**ASSIGNMENT**: Determine the number of lines in the data below that contain the string "高松牟礼線", and respond with that number alone.

[Records from a data collection]
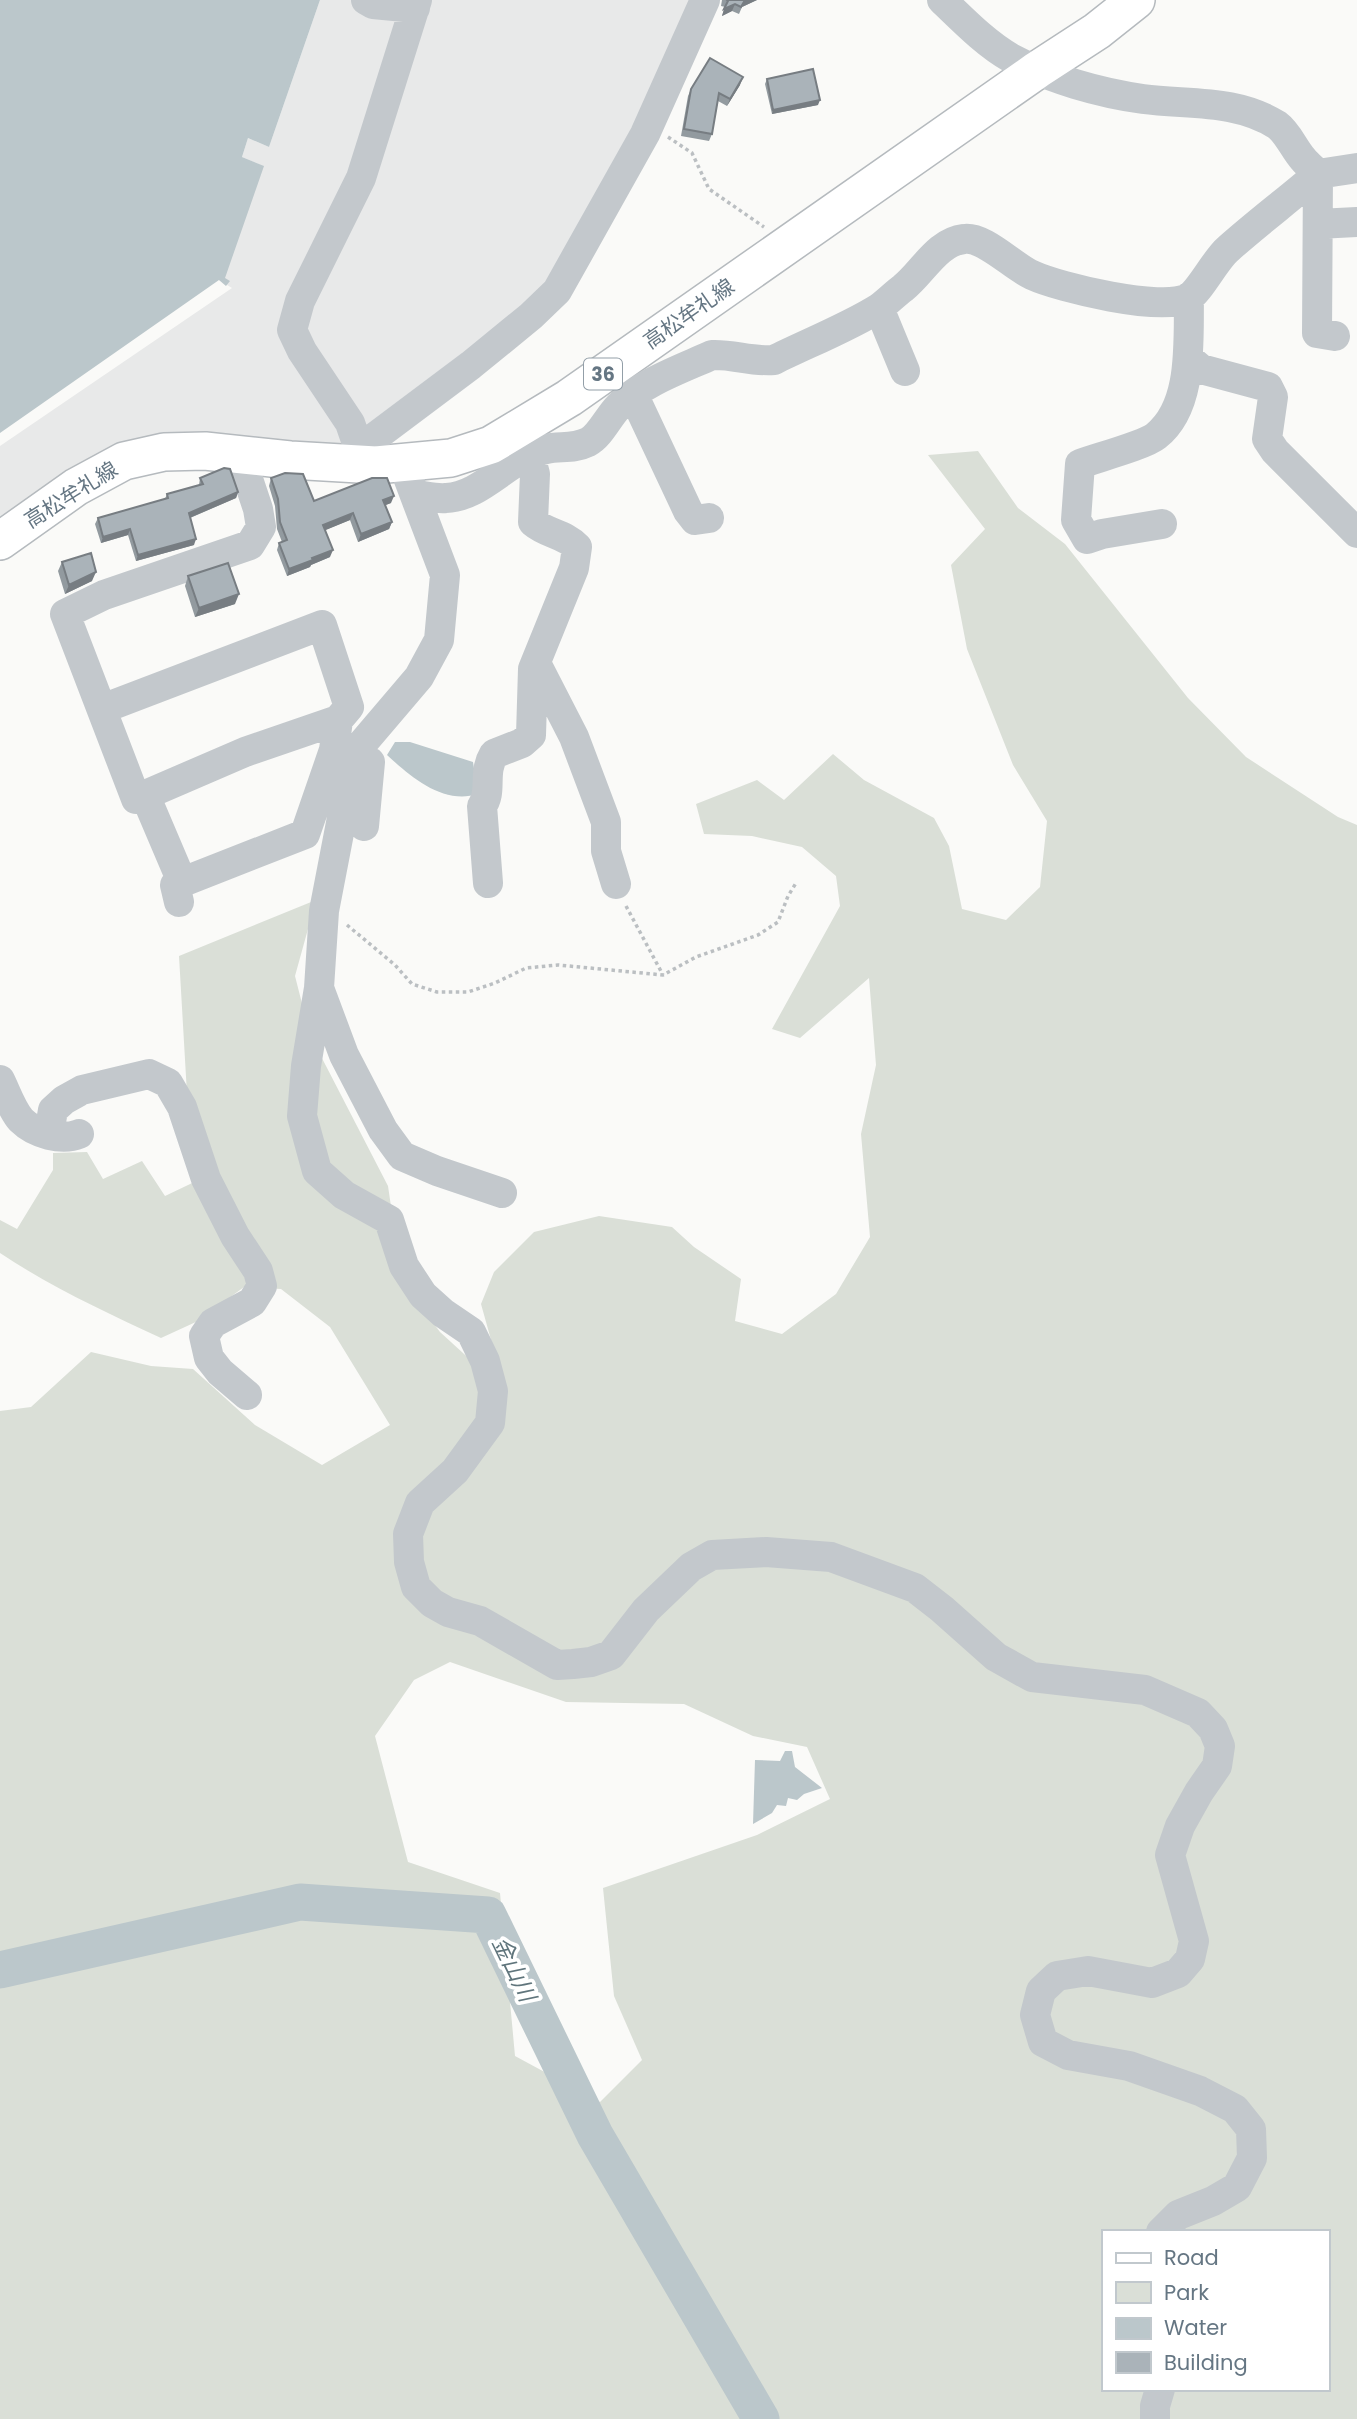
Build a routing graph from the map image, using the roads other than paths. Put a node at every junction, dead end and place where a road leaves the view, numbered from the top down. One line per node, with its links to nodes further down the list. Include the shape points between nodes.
1 (366, 0): 5 (street)
2 (705, 0): 19 (street, via 649,125 557,291)
3 (942, 0): 6 (street, via 1009,57)
4 (1136, 0): 6 (main road, 高松牟礼線 / 36)
5 (416, 4): 19 (street, via 361,178 300,301 292,330 350,423)
6 (1037, 70): 8 (street, via 1142,99 1244,109 1279,127); 20 (main road, 高松牟礼線 / 36, via 531,423)
7 (1357, 168): 8 (street)
8 (1318, 174): 10 (street); 11 (street, via 1226,250)
9 (1357, 222): 10 (street)
10 (1318, 224): 13 (street, via 1317,333)
11 (1189, 297): 12 (street, via 1172,302 1071,289 1032,275 986,244 968,238 941,248); 14 (street)
12 (879, 308): 15 (street); 16 (street, via 774,360 712,355)
13 (1335, 336)
14 (1188, 358): 22 (street, via 1177,414 1155,437 1080,464 1076,520 1087,539); 23 (street, via 1201,369 1268,387 1273,397 1267,439)
15 (905, 371)
16 (633, 394): 18 (street, via 590,441); 21 (street, via 688,511 695,520)
17 (240, 454): 19 (main road, 高松牟礼線 / 36, via 290,460); 24 (main road, 高松牟礼線 / 36, via 164,452 124,461 76,487); 26 (street, via 261,527 250,545 104,595 65,614)
18 (530, 455): 20 (street, via 470,493 446,498); 25 (street, via 535,474 533,522 577,547 574,568)
19 (357, 456): 20 (main road, 高松牟礼線 / 36)
20 (409, 479): 28 (street, via 445,575 439,640 419,677)
21 (709, 518)
22 (1162, 524)
23 (1357, 533)
24 (0, 541)
25 (536, 662): 31 (street, via 531,735 494,754 487,766 487,799 482,806); 32 (street, via 574,737 606,822 606,851)
26 (102, 709): 27 (street, via 322,625 349,707); 29 (street, via 136,799)
27 (338, 720): 29 (street, via 245,752); 29 (street, via 334,750 305,834 180,892)
28 (376, 728): 30 (street); 33 (street, via 362,744 350,776 324,911)
29 (145, 795)
30 (364, 826)
31 (488, 883)
32 (615, 884)
33 (319, 988): 38 (street, via 344,1055 383,1130 402,1156); 40 (street, via 302,1116 317,1171 344,1195 389,1220 404,1266 423,1295 471,1332 493,1391 490,1423 455,1471 420,1503 408,1534 416,1587 432,1603 480,1621 557,1665 591,1662 611,1654 646,1610 691,1567 712,1555 766,1552 831,1557 915,1588 996,1657 1032,1677 1145,1690 1198,1713 1213,1729 1220,1746 1217,1766 1180,1826 1170,1855 1194,1941 1190,1959 1178,1973 1152,1983 1088,1971 1057,1976 1041,1991 1035,2015 1043,2042 1068,2055 1129,2066 1200,2091 1236,2109 1251,2129 1252,2158 1237,2187 1178,2215)
34 (4, 1087): 35 (street); 36 (street, via 21,1120)
35 (0, 1124)
36 (49, 1134): 37 (street, via 67,1139); 39 (street, via 53,1110 82,1090 149,1074 168,1083 182,1107 206,1179 262,1286 252,1302 213,1323 204,1336 209,1358)
37 (79, 1134)
38 (502, 1193)
39 (247, 1395)
40 (1163, 2230)
41 (1159, 2391): 42 (street)
42 (1155, 2419)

**OUTPUT BELOW**: 4